Screening wastewater for COVID-19
New research across Canada can yield helpful results.
Water & Wastewater
Cole Engineering Group
Ontario Tech University
Saskatchewan Health Authority
University of Saskatchewan
Among the many challenges of the global COVID-19 pandemic has been tracing the paths of its spread. People can catch the disease—and unwittingly pass it on to those around them—weeks before they notice the symptoms. And those symptoms can vary widely from person to person, such that many of the infected may never even know they are infected, while others suffer terribly
As such, community spread has proven a significant threat. That raises the question: can entire communities—rather than individuals—be tested for the presence of the novel coronavirus?
One increasingly positive answer to this question, as it turns out, has involved screening wastewater.
“Cole Engineering Group of Markham, Ont., is among the contributors to new research.”
A cross-Canada effort
In New Brunswick, for example, Fredericton-based biotech company LuminUltra announced in October it had filed a patent for “the first complete, rapid and on-site COVID-19 wastewater testing solution,” with the aim of making non-invasive assessments of community health more accessible in Canada and around the world.
In Ontario, by early November, the provincial government was investing $12 million in wastewater testing to support early detection and identification of COVID-19 outbreaks, following up on the Oshawa-based University of Ontario Institute of Technology’s (Ontario Tech University’s) involvement in the testing of samples of untreated sewage from water pollution control plants. Among the contributors to that project was Markham-based consulting firm Cole Engineering Group.
In Saskatchewan, too, researchers at Saskatoon’s University of Saskatchewan (USask) worked with the municipal government and the Saskatchewan Health Authority (SHA) to develop an early warning system by sampling and testing the city’s wastewater for the SARS-CoV-2 virus.
And in Nova Scotia, in an example of how such efforts can yield direct results, a rapid COVID-19 testing clinic popped up in Wolfville in late November after researcher working with LuminUltra had found traces of the virus in local wastewater.
Simplifying the process
LuminUltra’s patent application followed collaborative research with Nova Scotia’s Dalhousie University and Halifax Water. Scientists assessed samples to help refine and improve their processes. Through this work, they developed an RNA extraction and concentration process that eliminated the need for additional, complicated equipment. This greatly simplified the process from sample collection to accurate and consistent results.
“The idea of wastewater surveillance testing has been advocated by researchers around the world since the onset of the COVID-19 pandemic,” explains Pat Whalen, president and CEO of LuminUltra. “Until now, it has been complicated, expensive and time consuming, meaning the potentially life-saving technique was reserved for niche subgroups under the watchful eye of researchers.
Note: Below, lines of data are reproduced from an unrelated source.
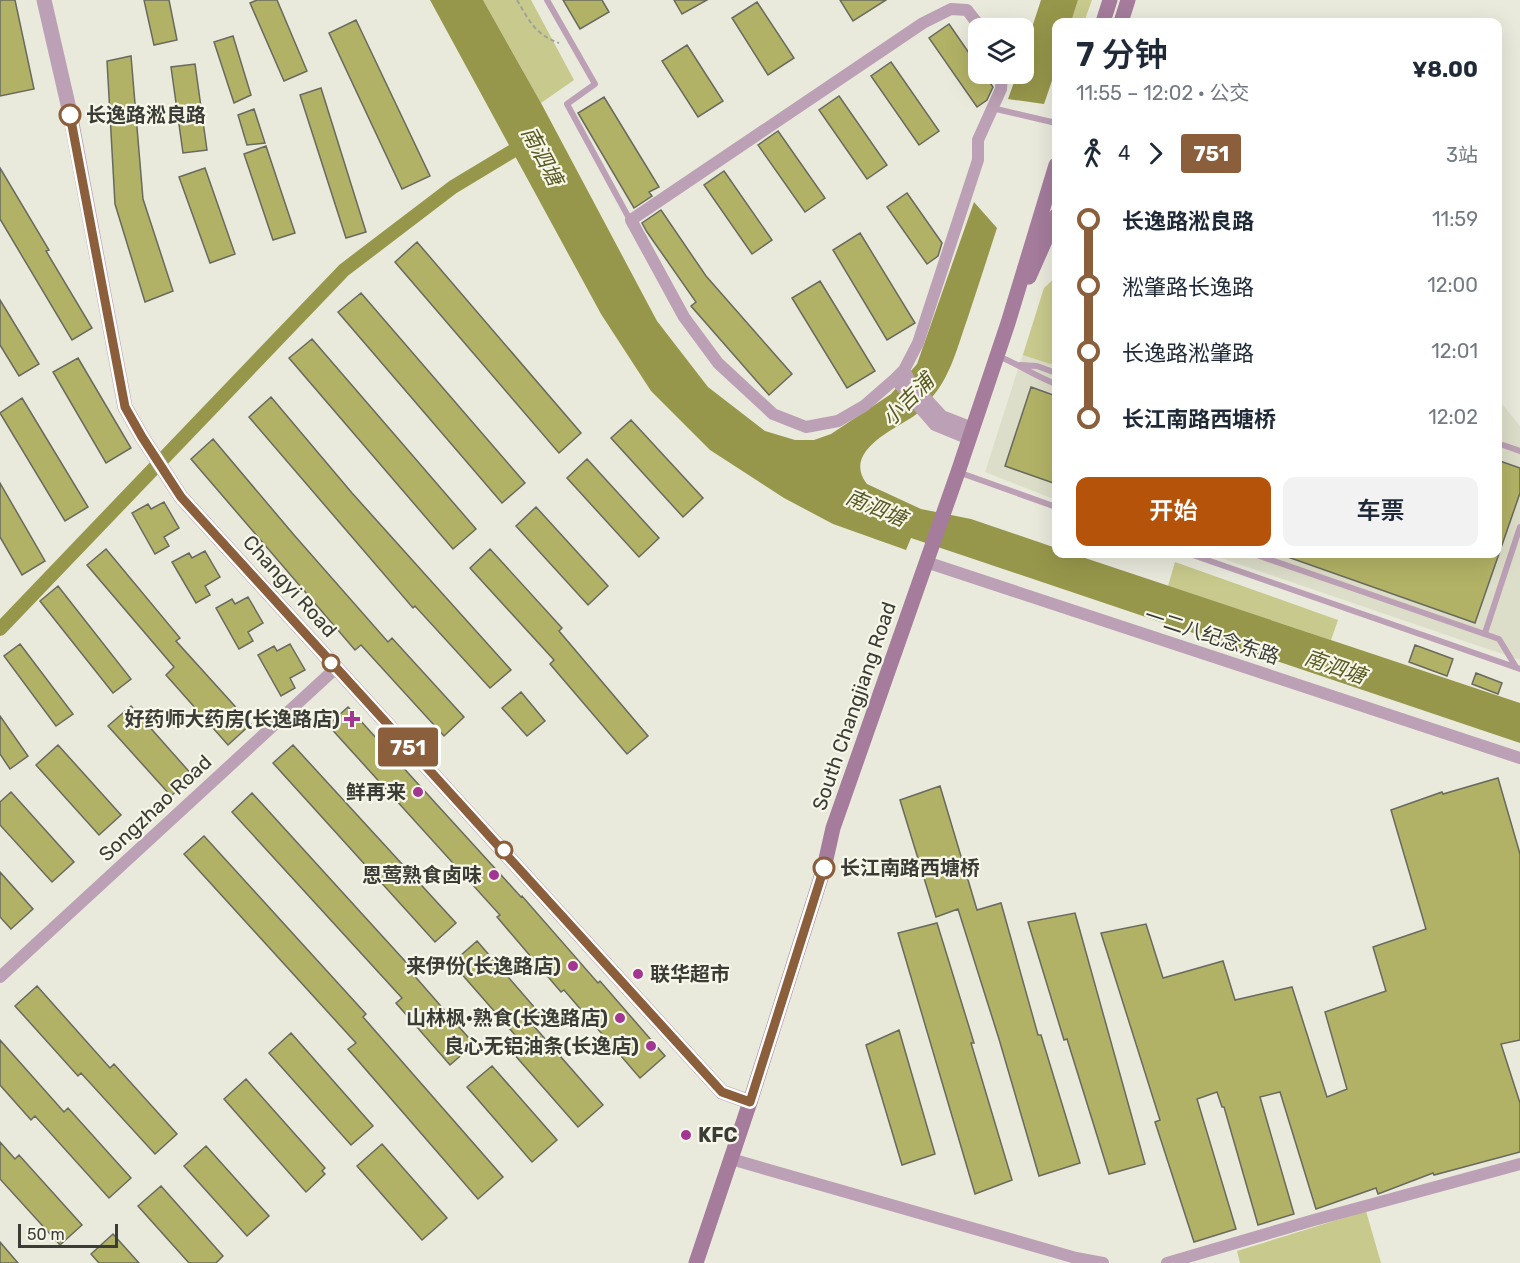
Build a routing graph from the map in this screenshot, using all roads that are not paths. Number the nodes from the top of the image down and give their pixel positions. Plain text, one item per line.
1 (44, 0) edge
2 (547, 0) edge
3 (1110, 0) edge
4 (1128, 0) edge
5 (973, 18) edge
6 (1104, 18) edge
7 (1122, 18) edge
8 (1001, 84) edge
9 (992, 108) junction
10 (1052, 122) edge
11 (1052, 178) edge
12 (631, 220) junction
13 (1052, 229) edge
14 (1008, 323) junction
15 (997, 355) junction
16 (1019, 364) junction
17 (1052, 372) edge
18 (903, 380) junction
19 (1052, 382) edge
20 (971, 434) junction
21 (1502, 445) edge
22 (1520, 451) edge
23 (956, 477) junction
24 (1052, 506) edge
25 (1520, 527) edge
26 (1201, 558) edge
27 (1266, 558) edge
28 (926, 562) junction
29 (1485, 633) junction
30 (336, 668) junction
31 (1518, 669) edge
32 (1520, 758) edge
33 (0, 976) edge
34 (750, 1102) junction
35 (731, 1159) junction
36 (1520, 1164) edge
37 (696, 1263) edge
38 (1103, 1263) edge
39 (1167, 1263) edge

1 - 30 street, Changyi Road
2 - 12 lane
3 - 6 main road
4 - 7 main road
5 - 12 street
8 - 9 street
9 - 10 lane
9 - 18 street
11 - 14 main road, South Changjiang Road
12 - 18 street
13 - 14 main road
14 - 15 main road, South Changjiang Road
15 - 16 lane
15 - 20 main road, South Changjiang Road
16 - 17 lane
16 - 19 lane
18 - 20 street
20 - 23 main road, South Changjiang Road
21 - 22 lane
23 - 24 lane
23 - 28 main road, South Changjiang Road
25 - 29 lane
26 - 31 lane
27 - 29 lane
28 - 32 street, 一二八纪念东路
28 - 34 main road, South Changjiang Road
29 - 31 lane
30 - 33 street, Songzhao Road
30 - 34 street, Changyi Road
34 - 35 main road, South Changjiang Road
35 - 37 main road, South Changjiang Road
35 - 38 street
36 - 39 street

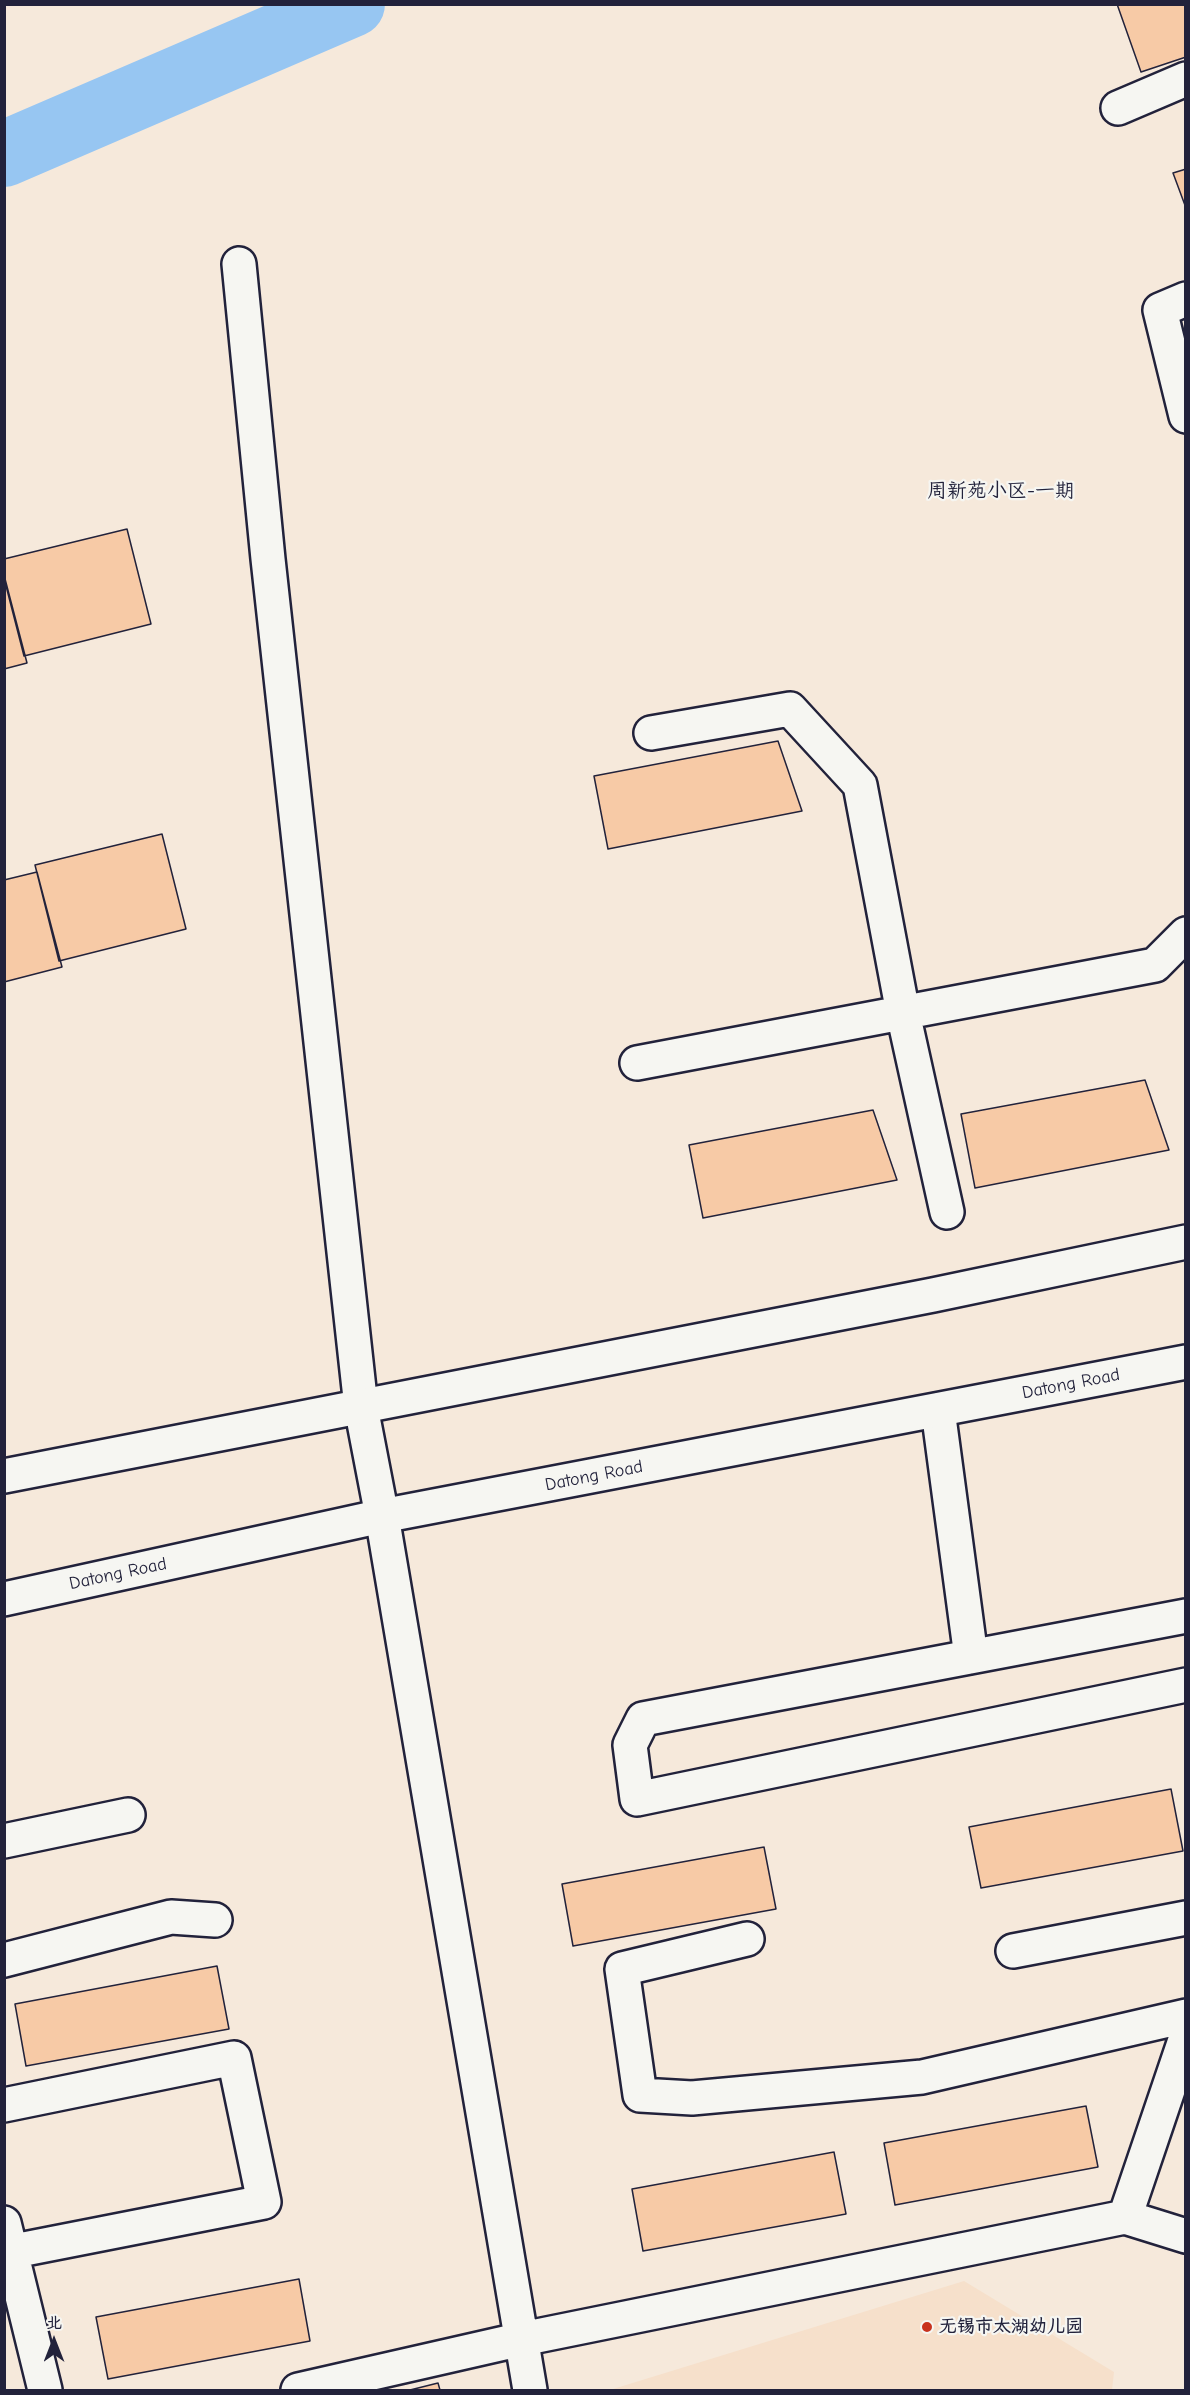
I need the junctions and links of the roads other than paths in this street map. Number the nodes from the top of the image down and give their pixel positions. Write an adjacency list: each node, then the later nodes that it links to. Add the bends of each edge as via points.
1 (1185, 79): 2 (street)
2 (1118, 108)
3 (239, 264): 13 (street)
4 (1185, 299): 5 (street, via 1160,310)
5 (1185, 416)
6 (651, 733): 8 (street, via 790,709 860,785)
7 (1185, 934): 8 (street, via 1155,965)
8 (903, 1013): 9 (street); 10 (street)
9 (637, 1063)
10 (947, 1212)
11 (1185, 1242): 13 (street)
12 (1185, 1362): 14 (street, Datong Road)
13 (361, 1407): 15 (street); 16 (street)
14 (938, 1410): 16 (street, Datong Road); 19 (street)
15 (4, 1476)
16 (382, 1516): 17 (street, Datong Road); 34 (street)
17 (4, 1599)
18 (1185, 1616): 19 (street)
19 (971, 1657): 20 (street, via 643,1719 630,1745 637,1799)
20 (1185, 1685)
21 (128, 1815): 22 (street)
22 (4, 1841)
23 (1185, 1918): 26 (street)
24 (215, 1920): 27 (street, via 171,1917)
25 (747, 1939): 28 (street, via 622,1970 640,2095 692,2098 922,2077)
26 (1012, 1951)
27 (4, 1960)
28 (1185, 2016)
29 (1185, 2037): 31 (street)
30 (4, 2105): 33 (street, via 234,2058 264,2202)
31 (1125, 2217): 32 (street); 34 (street)
32 (1185, 2236)
33 (7, 2243): 35 (street)
34 (522, 2339): 36 (street); 37 (street)
35 (45, 2391)
36 (298, 2391)
37 (530, 2391)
We have been determined to make this surveillance tool more accessible to communities everywhere.”
“Scientists have assessed samples to help refine and improve their processes.”
Much as in-person individual testing has been accelerated, so too has wastewater testing. LuminUltra’s system reportedly examines multiple samples on-site within 90 minutes, compared to other scenarios around the world where mailed-in samples take days or weeks of specialized laboratory expertise to analyze.
As the company points out—and has been borne out by stubbornly high daily case numbers—North America does not have the capacity or resources to control the spread of COVID-19 through clinical testing alone. Testing surfaces, air and water is more efficient than testing individuals and, as per the example of Wolfville, can help pinpoint where further resources should be directed to test individuals.
A look into the future
The presence of the SARS-CoV-2 pathogen can be detected in waste from infected individuals, including those who are asymptomatic or presymptomatic. The goal, as Ontario Tech University puts it, is to find ‘hot spots’ as early as possible, providing warning in advance of locals showing symptoms, for the purpose of addressing and even preventing outbreaks. USask found changes to the total amount of virus circulating in Saskatoon’s wastewater occurred about one week ahead of changes indicated by case counts at the city’s COVID testing centres.
“Wastewater testing has been shown to lead to early identification of the virus before it is known in a clinical context,” says Dr. Amina Stoddart at Dalhousie. “Public health leaders around the world have validated it is a powerful tool in the fight against the pandemic.”
“We can also predict when outbreaks are declining, which will help planning for pandemic recovery,” says USask ecotoxicologist John Giesy.